Das Gleismaterial aus dem Weihnachtsset entspricht bis auf die Farbe dem RocoLine Gleis mit Bettung. Viele Jahre gab es das aus patentrechtlichen Gründen nicht mehr, aber seit 2017 gibt es das Gleis wieder. Eigentlich sollte das bei Roco jeder wissen…
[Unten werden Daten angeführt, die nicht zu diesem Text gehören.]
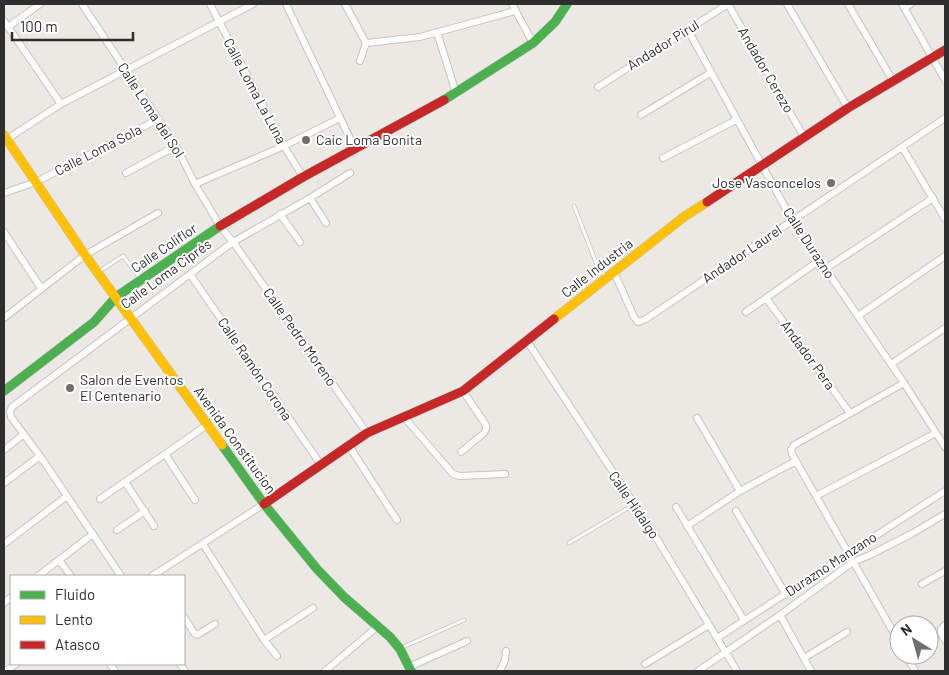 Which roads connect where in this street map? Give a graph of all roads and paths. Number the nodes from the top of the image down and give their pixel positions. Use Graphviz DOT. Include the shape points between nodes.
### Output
graph roads {
  1 [pos="40,4"];
  2 [pos="82,4"];
  3 [pos="210,4"];
  4 [pos="253,4"];
  5 [pos="286,4"];
  6 [pos="344,4"];
  7 [pos="512,4"];
  8 [pos="567,4"];
  9 [pos="728,4"];
  10 [pos="787,4"];
  11 [pos="848,4"];
  12 [pos="911,4"];
  13 [pos="903,6"];
  14 [pos="515,11"];
  15 [pos="219,22"];
  16 [pos="6,24"];
  17 [pos="688,30"];
  18 [pos="437,32"];
  19 [pos="533,42"];
  20 [pos="366,43"];
  21 [pos="945,50"];
  22 [pos="933,58"];
  23 [pos="360,61"];
  24 [pos="126,70"];
  25 [pos="710,73"];
  26 [pos="945,80"];
  27 [pos="894,81"];
  28 [pos="598,87"];
  29 [pos="456,93"];
  30 [pos="61,104"];
  31 [pos="848,108"];
  32 [pos="641,115"];
  33 [pos="340,118"];
  34 [pos="945,118"];
  35 [pos="159,119"];
  36 [pos="736,120"];
  37 [pos="5,137"];
  38 [pos="804,137"];
  39 [pos="176,146"];
  40 [pos="284,146"];
  41 [pos="902,147"];
  42 [pos="355,149"];
  43 [pos="663,158"];
  44 [pos="762,164"];
  45 [pos="126,173"];
  46 [pos="350,173"];
  47 [pos="303,177"];
  48 [pos="36,182"];
  49 [pos="195,184"];
  50 [pos="4,193"];
  51 [pos="310,198"];
  52 [pos="933,198"];
  53 [pos="574,206"];
  54 [pos="158,213"];
  55 [pos="280,214"];
  56 [pos="945,219"];
  57 [pos="792,220"];
  58 [pos="326,223"];
  59 [pos="220,226"];
  60 [pos="4,232"];
  61 [pos="233,242"];
  62 [pos="300,242"];
  63 [pos="85,255"];
  64 [pos="945,256"];
  65 [pos="820,260"];
  66 [pos="826,268"];
  67 [pos="98,272"];
  68 [pos="190,274"];
  69 [pos="610,275"];
  70 [pos="141,280"];
  71 [pos="41,288"];
  72 [pos="116,297"];
  73 [pos="766,298"];
  74 [pos="746,312"];
  75 [pos="858,316"];
  76 [pos="4,318"];
  77 [pos="129,318"];
  78 [pos="945,328"];
  79 [pos="527,341"];
  80 [pos="891,364"];
  81 [pos="904,383"];
  82 [pos="4,391"];
  83 [pos="463,391"];
  84 [pos="850,413"];
  85 [pos="404,417"];
  86 [pos="697,418"];
  87 [pos="207,425"];
  88 [pos="367,433"];
  89 [pos="936,433"];
  90 [pos="24,434"];
  91 [pos="349,446"];
  92 [pos="945,447"];
  93 [pos="4,450"];
  94 [pos="461,452"];
  95 [pos="165,454"];
  96 [pos="40,456"];
  97 [pos="796,461"];
  98 [pos="321,465"];
  99 [pos="505,474"];
  100 [pos="125,482"];
  101 [pos="4,483"];
  102 [pos="945,491"];
  103 [pos="740,492"];
  104 [pos="67,496"];
  105 [pos="816,496"];
  106 [pos="100,499"];
  107 [pos="195,500"];
  108 [pos="264,504"];
  109 [pos="633,505"];
  110 [pos="676,507"];
  111 [pos="736,511"];
  112 [pos="145,512"];
  113 [pos="945,514"];
  114 [pos="397,520"];
  115 [pos="154,526"];
  116 [pos="687,526"];
  117 [pos="117,530"];
  118 [pos="93,534"];
  119 [pos="569,543"];
  120 [pos="4,544"];
  121 [pos="203,544"];
  122 [pos="848,552"];
  123 [pos="60,560"];
  124 [pos="853,562"];
  125 [pos="945,571"];
  126 [pos="39,575"];
  127 [pos="70,575"];
  128 [pos="120,575"];
  129 [pos="156,575"];
  130 [pos="922,584"];
  131 [pos="785,593"];
  132 [pos="313,608"];
  133 [pos="780,615"];
  134 [pos="185,619"];
  135 [pos="464,620"];
  136 [pos="744,620"];
  137 [pos="215,624"];
  138 [pos="709,625"];
  139 [pos="889,625"];
  140 [pos="378,626"];
  141 [pos="943,627"];
  142 [pos="847,632"];
  143 [pos="717,638"];
  144 [pos="264,640"];
  145 [pos="945,640"];
  146 [pos="466,641"];
  147 [pos="400,649"];
  148 [pos="506,651"];
  149 [pos="726,653"];
  150 [pos="277,656"];
  151 [pos="804,658"];
  152 [pos="645,664"];
  153 [pos="410,669"];
  154 [pos="327,671"];
  155 [pos="500,671"];
  156 [pos="698,671"];
  157 [pos="737,671"];
  158 [pos="811,671"];
  1 -- 16 [label="street"];
  2 -- 24 [label="street, Calle Loma del Sol"];
  3 -- 15 [label="street, Calle Loma La Luna"];
  4 -- 15 [label="street"];
  5 -- 33 [label="street"];
  6 -- 20 [label="street"];
  7 -- 14 [label="street"];
  8 -- 19 [label="street" via="555,22"];
  9 -- 17 [label="street, Andador Pirul"];
  9 -- 38 [label="street, Andador Cerezo"];
  10 -- 31 [label="street"];
  11 -- 27 [label="street"];
  12 -- 13 [label="street"];
  13 -- 22 [label="street"];
  14 -- 18 [label="street"];
  14 -- 19 [label="street"];
  15 -- 24 [label="street"];
  15 -- 40 [label="street, Calle Loma La Luna"];
  16 -- 30 [label="street"];
  17 -- 25 [label="street, Calle Durazno"];
  17 -- 28 [label="street, Andador Pirul"];
  18 -- 20 [label="street"];
  18 -- 29 [label="street"];
  19 -- 29 [label="street"];
  20 -- 23 [label="street"];
  21 -- 22 [label="street, Calle Industria"];
  22 -- 26 [label="street"];
  22 -- 27 [label="street, Calle Industria"];
  24 -- 30 [label="street"];
  24 -- 35 [label="street, Calle Loma del Sol"];
  25 -- 32 [label="street"];
  25 -- 36 [label="street, Calle Durazno"];
  27 -- 31 [label="street, Calle Industria"];
  29 -- 42 [label="street"];
  30 -- 37 [label="street"];
  31 -- 38 [label="street, Calle Industria"];
  33 -- 40 [label="street"];
  33 -- 42 [label="street"];
  34 -- 41 [label="street, Andador Laurel"];
  35 -- 39 [label="street, Calle Loma del Sol"];
  35 -- 48 [label="street, Calle Loma Sola"];
  36 -- 43 [label="street"];
  36 -- 44 [label="street, Calle Durazno"];
  37 -- 48 [label="street, Avenida Constitucion"];
  38 -- 44 [label="street, Calle Industria"];
  39 -- 45 [label="street"];
  39 -- 49 [label="street, Calle Loma del Sol"];
  40 -- 47 [label="street, Calle Loma La Luna"];
  40 -- 49 [label="street"];
  41 -- 52 [label="street"];
  41 -- 57 [label="street, Andador Laurel"];
  42 -- 47 [label="street, Calle Coliflor"];
  44 -- 57 [label="street, Calle Durazno"];
  44 -- 69 [label="street, Calle Industria" via="685,216"];
  46 -- 51 [label="street, Calle Loma Ciprés"];
  47 -- 59 [label="street, Calle Coliflor"];
  48 -- 50 [label="street, Calle Loma Sola"];
  48 -- 63 [label="street, Avenida Constitucion"];
  49 -- 59 [label="street, Calle Loma del Sol"];
  51 -- 55 [label="street, Calle Loma Ciprés"];
  51 -- 58 [label="street"];
  52 -- 56 [label="street"];
  52 -- 66 [label="street"];
  53 -- 69 [label="lane" via="597,265"];
  54 -- 63 [label="street"];
  55 -- 61 [label="street, Calle Loma Ciprés"];
  55 -- 62 [label="street"];
  57 -- 65 [label="street, Calle Durazno"];
  57 -- 69 [label="street, Andador Laurel" via="638,322"];
  59 -- 61 [label="street, Calle Loma del Sol"];
  59 -- 70 [label="street, Calle Coliflor"];
  60 -- 71 [label="street"];
  61 -- 68 [label="street, Calle Loma Ciprés"];
  61 -- 88 [label="street, Calle Pedro Moreno"];
  63 -- 67 [label="street, Avenida Constitucion"];
  63 -- 71 [label="street"];
  64 -- 75 [label="street"];
  65 -- 66 [label="street, Calle Durazno"];
  65 -- 73 [label="street"];
  66 -- 75 [label="street, Calle Durazno"];
  67 -- 70 [label="lane" via="123,256"];
  67 -- 72 [label="street, Avenida Constitucion"];
  68 -- 77 [label="street, Calle Loma Ciprés"];
  68 -- 98 [label="street, Calle Ramón Corona"];
  69 -- 79 [label="street, Calle Industria"];
  70 -- 72 [label="street, Calle Coliflor"];
  71 -- 76 [label="street"];
  72 -- 77 [label="street, Avenida Constitucion"];
  72 -- 82 [label="street, Calle Coliflor" via="94,322"];
  73 -- 74 [label="street"];
  73 -- 84 [label="street, Andador Pera"];
  75 -- 80 [label="street, Calle Durazno"];
  77 -- 87 [label="street, Avenida Constitucion"];
  77 -- 90 [label="street, Calle Loma Ciprés" via="12,406 12,417"];
  78 -- 80 [label="street"];
  79 -- 83 [label="street, Calle Industria"];
  79 -- 109 [label="street, Calle Hidalgo"];
  80 -- 81 [label="street, Calle Durazno"];
  81 -- 84 [label="street"];
  81 -- 89 [label="street, Calle Durazno"];
  83 -- 85 [label="street, Calle Industria"];
  83 -- 94 [label="street" via="486,429"];
  84 -- 97 [label="street" via="794,445 791,450"];
  85 -- 88 [label="street, Calle Industria"];
  85 -- 99 [label="street" via="453,474"];
  86 -- 103 [label="street"];
  87 -- 95 [label="street"];
  87 -- 108 [label="street, Avenida Constitucion"];
  88 -- 91 [label="street, Calle Industria"];
  89 -- 92 [label="street, Calle Durazno"];
  89 -- 105 [label="street"];
  90 -- 93 [label="street"];
  90 -- 96 [label="street"];
  91 -- 98 [label="street, Calle Industria"];
  91 -- 114 [label="street"];
  95 -- 100 [label="street"];
  95 -- 107 [label="street"];
  96 -- 101 [label="street"];
  96 -- 104 [label="street"];
  97 -- 103 [label="street"];
  97 -- 105 [label="street"];
  98 -- 108 [label="street, Calle Industria"];
  100 -- 106 [label="street"];
  100 -- 112 [label="street"];
  102 -- 122 [label="street, Durazno Manzano"];
  103 -- 116 [label="street"];
  104 -- 118 [label="street"];
  104 -- 120 [label="street"];
  105 -- 122 [label="street"];
  108 -- 121 [label="street"];
  108 -- 140 [label="street, Avenida Constitucion" via="344,597"];
  109 -- 119 [label="lane"];
  109 -- 138 [label="street, Calle Hidalgo" via="657,538"];
  110 -- 116 [label="street"];
  111 -- 131 [label="street"];
  112 -- 115 [label="street"];
  112 -- 117 [label="street"];
  113 -- 124 [label="street" via="913,534"];
  116 -- 136 [label="street"];
  118 -- 123 [label="street"];
  118 -- 128 [label="street"];
  121 -- 129 [label="street"];
  121 -- 144 [label="street"];
  122 -- 124 [label="street"];
  122 -- 131 [label="street, Durazno Manzano"];
  123 -- 126 [label="street"];
  123 -- 127 [label="street"];
  124 -- 133 [label="street"];
  124 -- 139 [label="street"];
  125 -- 130 [label="street"];
  131 -- 136 [label="street, Durazno Manzano"];
  132 -- 144 [label="street"];
  133 -- 149 [label="street"];
  133 -- 151 [label="street"];
  134 -- 137 [label="street" via="197,635"];
  135 -- 147 [label="lane"];
  136 -- 143 [label="street, Durazno Manzano"];
  138 -- 143 [label="street, Calle Hidalgo"];
  138 -- 152 [label="street"];
  140 -- 147 [label="street, Avenida Constitucion"];
  140 -- 154 [label="street"];
  141 -- 145 [label="street" via="941,633"];
  142 -- 151 [label="street"];
  143 -- 149 [label="street, Calle Hidalgo"];
  144 -- 150 [label="street"];
  146 -- 153 [label="street"];
  147 -- 153 [label="street, Avenida Constitucion"];
  148 -- 155 [label="street"];
  149 -- 156 [label="street"];
  149 -- 157 [label="street, Calle Hidalgo"];
  151 -- 158 [label="street"];
}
https://www.roco.cc/rde/produkte/gleise/h0-roco-line-m-bettung.html
Zum fliegenden Aufbau auf dem Wohnzimmer- Fußboden ist das RocoLine Gleis nicht sonderlich geeignet, da viel zu empfindlich. Wenn man in dieser Richtung mehr machen möchte, würde ich eher ein anderes Gleis wie das Trix C- Gleis (wichtig, nicht Märklin, sondern Trix sonst funktioniert es nicht) oder das Roco Geoline Gleis verwenden und das Original- Gleismaterial verkaufen, auch wenn es dafür nicht viel geben dürfte. Zum Glück kann man das Gleis aus der Bettung entnehmen und es somit für H0 Modellbahner interessant machen… Aber selbst das Fleischmann Profi Gleis ist stabiler auf dem Fußboden als das RocoLine Gleis. Das RocoLine ist (bis auf die Farbe des Gleisbetts in diesem Set) ein sehr filigranes und vorbildgetreues Gleis, dadurch eben empfindlicher als die weniger vorbildgetreuen aber deutlich robusteren oben genannten Gleise.
Allerdings ist das alles H0 (Maßstab 1:87) Gleis und passt an sich gar nicht zur Magic Train Schmalspur in Spur 0e (Maßstab 1:45). Lediglich die Spurweite, also der innere Abstand der beiden Schienen zueinander ist gleich (16,5mm). Die Schwellen haben aber eine ganz andere Größe und einen ganz anderen Abstand.
Den Unterschied sieht man hier deutlich:
https://modellbahnblog.de/wp-content/uploads/2020/02/DSC_1655.jpg
Zwar fahren die Magic Train Fahrzeuge problemlos auf H0 Gleisen, aber wenn man ein Modell und kein reines Spielzeug haben will, dann sollte man möglichst von Beginn an lieber richtiges Schmalspurgleis für 0e nehmen. Das macht aber nur Sinn, wenn man die Gleise fest verlegen kann. Sei es auf Modulen oder einer stationären Anlage.